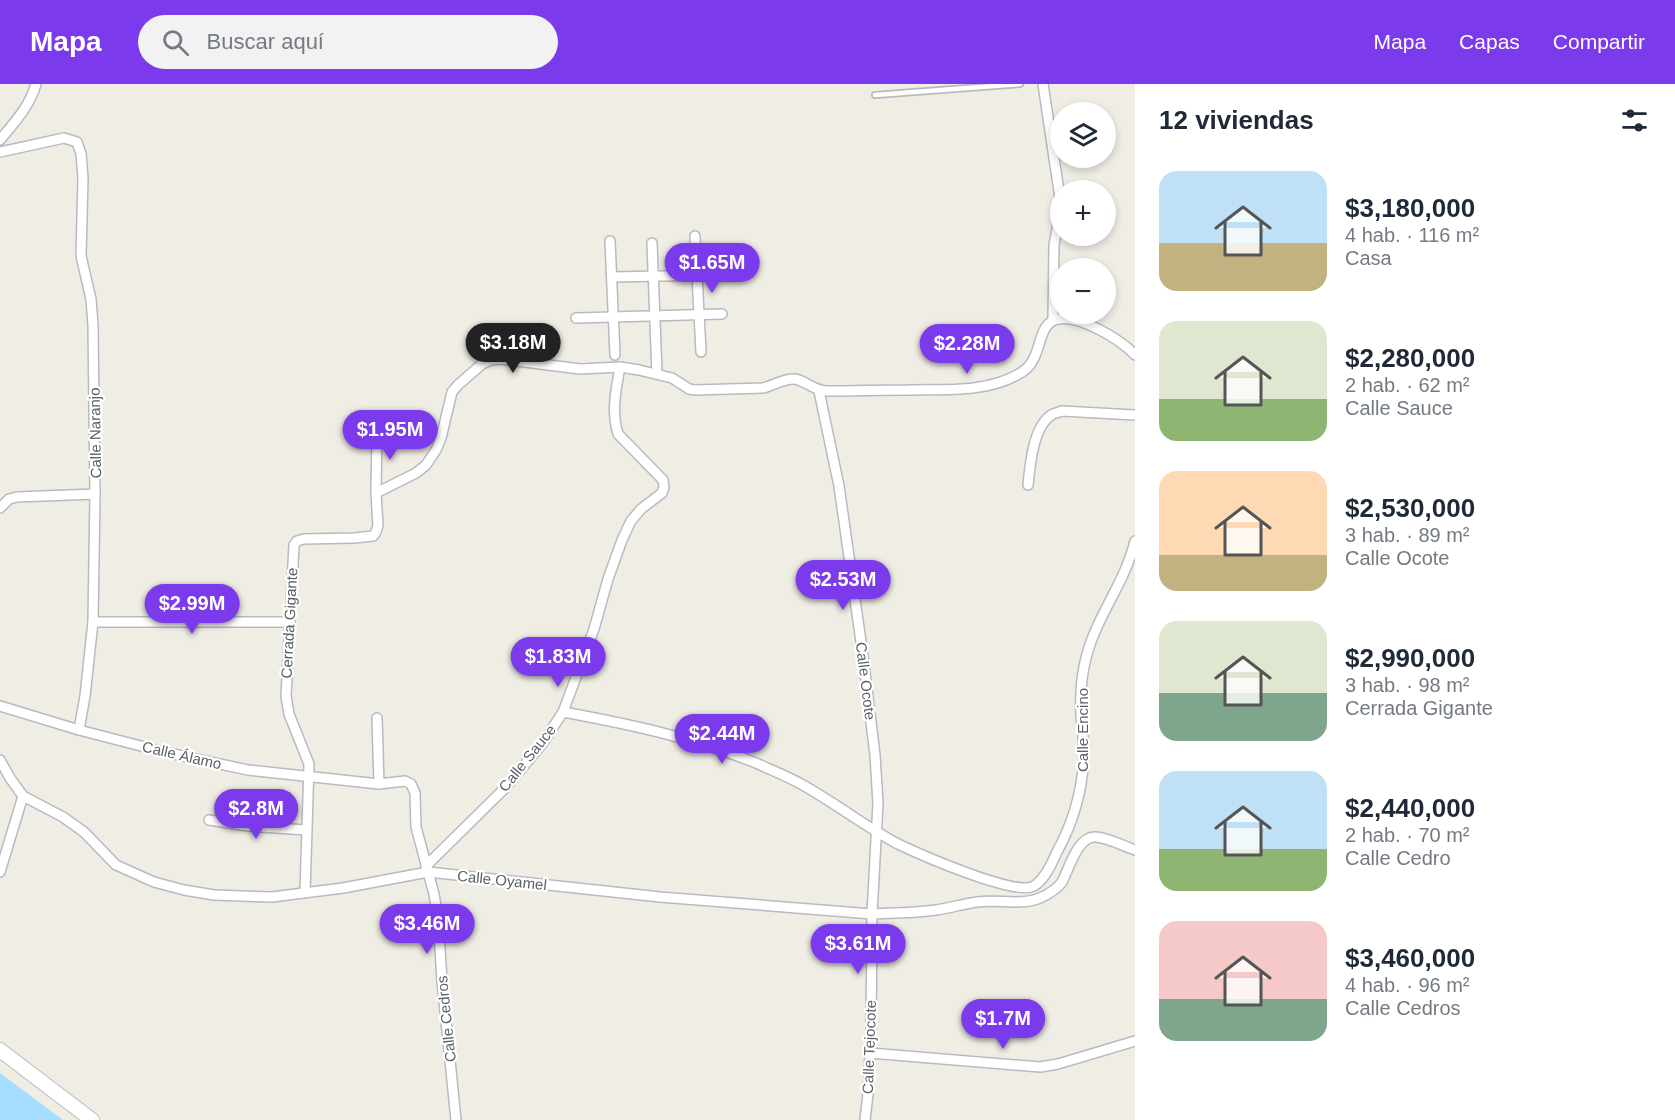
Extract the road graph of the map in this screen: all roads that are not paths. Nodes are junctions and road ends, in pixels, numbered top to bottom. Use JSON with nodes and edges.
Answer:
{"nodes":[{"id":1,"x":36,"y":84,"type":"edge"},
{"id":2,"x":1020,"y":84,"type":"edge"},
{"id":3,"x":1043,"y":84,"type":"edge"},
{"id":4,"x":875,"y":95,"type":"dead end"},
{"id":5,"x":0,"y":140,"type":"edge"},
{"id":6,"x":0,"y":152,"type":"edge"},
{"id":7,"x":694,"y":237,"type":"dead end"},
{"id":8,"x":610,"y":241,"type":"dead end"},
{"id":9,"x":652,"y":243,"type":"dead end"},
{"id":10,"x":1054,"y":258,"type":"edge"},
{"id":11,"x":697,"y":274,"type":"junction"},
{"id":12,"x":713,"y":275,"type":"dead end"},
{"id":13,"x":653,"y":276,"type":"junction"},
{"id":14,"x":612,"y":277,"type":"junction"},
{"id":15,"x":722,"y":314,"type":"dead end"},
{"id":16,"x":700,"y":315,"type":"junction"},
{"id":17,"x":655,"y":316,"type":"junction"},
{"id":18,"x":614,"y":317,"type":"junction"},
{"id":19,"x":576,"y":318,"type":"dead end"},
{"id":20,"x":1050,"y":324,"type":"edge"},
{"id":21,"x":1083,"y":324,"type":"edge"},
{"id":22,"x":701,"y":352,"type":"dead end"},
{"id":23,"x":615,"y":355,"type":"dead end"},
{"id":24,"x":1135,"y":355,"type":"edge"},
{"id":25,"x":621,"y":367,"type":"junction"},
{"id":26,"x":657,"y":374,"type":"junction"},
{"id":27,"x":819,"y":391,"type":"junction"},
{"id":28,"x":1135,"y":416,"type":"edge"},
{"id":29,"x":377,"y":429,"type":"dead end"},
{"id":30,"x":1028,"y":485,"type":"dead end"},
{"id":31,"x":376,"y":493,"type":"junction"},
{"id":32,"x":95,"y":494,"type":"junction"},
{"id":33,"x":0,"y":508,"type":"edge"},
{"id":34,"x":1135,"y":541,"type":"edge"},
{"id":35,"x":93,"y":622,"type":"junction"},
{"id":36,"x":290,"y":622,"type":"junction"},
{"id":37,"x":0,"y":706,"type":"edge"},
{"id":38,"x":563,"y":712,"type":"junction"},
{"id":39,"x":377,"y":718,"type":"dead end"},
{"id":40,"x":79,"y":730,"type":"junction"},
{"id":41,"x":0,"y":760,"type":"edge"},
{"id":42,"x":310,"y":777,"type":"junction"},
{"id":43,"x":405,"y":781,"type":"joint"},
{"id":44,"x":379,"y":784,"type":"junction"},
{"id":45,"x":23,"y":796,"type":"junction"},
{"id":46,"x":209,"y":820,"type":"dead end"},
{"id":47,"x":306,"y":830,"type":"junction"},
{"id":48,"x":876,"y":831,"type":"junction"},
{"id":49,"x":1135,"y":850,"type":"edge"},
{"id":50,"x":427,"y":869,"type":"junction"},
{"id":51,"x":0,"y":872,"type":"edge"},
{"id":52,"x":305,"y":892,"type":"junction"},
{"id":53,"x":872,"y":914,"type":"junction"},
{"id":54,"x":1135,"y":1041,"type":"edge"},
{"id":55,"x":0,"y":1050,"type":"edge"},
{"id":56,"x":870,"y":1053,"type":"junction"},
{"id":57,"x":92,"y":1120,"type":"edge"},
{"id":58,"x":456,"y":1120,"type":"edge"},
{"id":59,"x":865,"y":1120,"type":"edge"}],
"edges":[{"from":1,"to":5,"type":"street"},
{"from":2,"to":4,"type":"lane"},
{"from":3,"to":10,"type":"street"},
{"from":6,"to":32,"type":"street","name":"Calle Naranjo"},
{"from":7,"to":11,"type":"street"},
{"from":8,"to":14,"type":"street"},
{"from":9,"to":13,"type":"street"},
{"from":11,"to":12,"type":"street"},
{"from":11,"to":13,"type":"street"},
{"from":11,"to":16,"type":"street"},
{"from":13,"to":14,"type":"street"},
{"from":13,"to":17,"type":"street"},
{"from":14,"to":18,"type":"street"},
{"from":15,"to":16,"type":"street"},
{"from":16,"to":17,"type":"street"},
{"from":16,"to":22,"type":"street"},
{"from":17,"to":18,"type":"street"},
{"from":17,"to":26,"type":"street"},
{"from":18,"to":19,"type":"street"},
{"from":18,"to":23,"type":"street"},
{"from":20,"to":27,"type":"street"},
{"from":21,"to":24,"type":"street"},
{"from":25,"to":26,"type":"street"},
{"from":25,"to":31,"type":"street"},
{"from":25,"to":38,"type":"street","name":"Calle Sauce"},
{"from":26,"to":27,"type":"street"},
{"from":27,"to":48,"type":"street","name":"Calle Ocote"},
{"from":28,"to":30,"type":"street"},
{"from":29,"to":31,"type":"street"},
{"from":31,"to":36,"type":"street","name":"Cerrada Gigante"},
{"from":32,"to":33,"type":"street"},
{"from":32,"to":35,"type":"street","name":"Calle Naranjo"},
{"from":34,"to":48,"type":"street","name":"Calle Encino"},
{"from":35,"to":36,"type":"street"},
{"from":35,"to":40,"type":"street","name":"Calle Naranjo"},
{"from":36,"to":42,"type":"street","name":"Cerrada Gigante"},
{"from":37,"to":40,"type":"street","name":"Calle Álamo"},
{"from":38,"to":48,"type":"street"},
{"from":38,"to":50,"type":"street","name":"Calle Sauce"},
{"from":39,"to":44,"type":"street"},
{"from":40,"to":42,"type":"street","name":"Calle Álamo"},
{"from":41,"to":45,"type":"street","name":"Calle Oyamel"},
{"from":42,"to":44,"type":"street","name":"Calle Álamo"},
{"from":42,"to":47,"type":"street","name":"Cerrada Gigante"},
{"from":43,"to":44,"type":"street","name":"Calle Álamo"},
{"from":43,"to":50,"type":"street","name":"Calle Cedros"},
{"from":45,"to":51,"type":"street"},
{"from":45,"to":52,"type":"street","name":"Calle Oyamel"},
{"from":46,"to":47,"type":"street"},
{"from":47,"to":52,"type":"street","name":"Cerrada Gigante"},
{"from":48,"to":53,"type":"street","name":"Calle Tejocote"},
{"from":49,"to":53,"type":"street","name":"Calle Oyamel"},
{"from":50,"to":52,"type":"street","name":"Calle Oyamel"},
{"from":50,"to":53,"type":"street","name":"Calle Oyamel"},
{"from":50,"to":58,"type":"street","name":"Calle Cedros"},
{"from":53,"to":56,"type":"street","name":"Calle Tejocote"},
{"from":54,"to":56,"type":"street"},
{"from":55,"to":57,"type":"main road"},
{"from":56,"to":59,"type":"street","name":"Calle Tejocote"}]}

··········

→ Task description
The required output is every line above that contains the string "road".

→ Answer for this exercise
Extract the road graph of the map in this screen: all roads that are not paths. Nodes are junctions and road ends, in pixels, numbered top to bottom. Use JSON with nodes and edges.
{"from":55,"to":57,"type":"main road"},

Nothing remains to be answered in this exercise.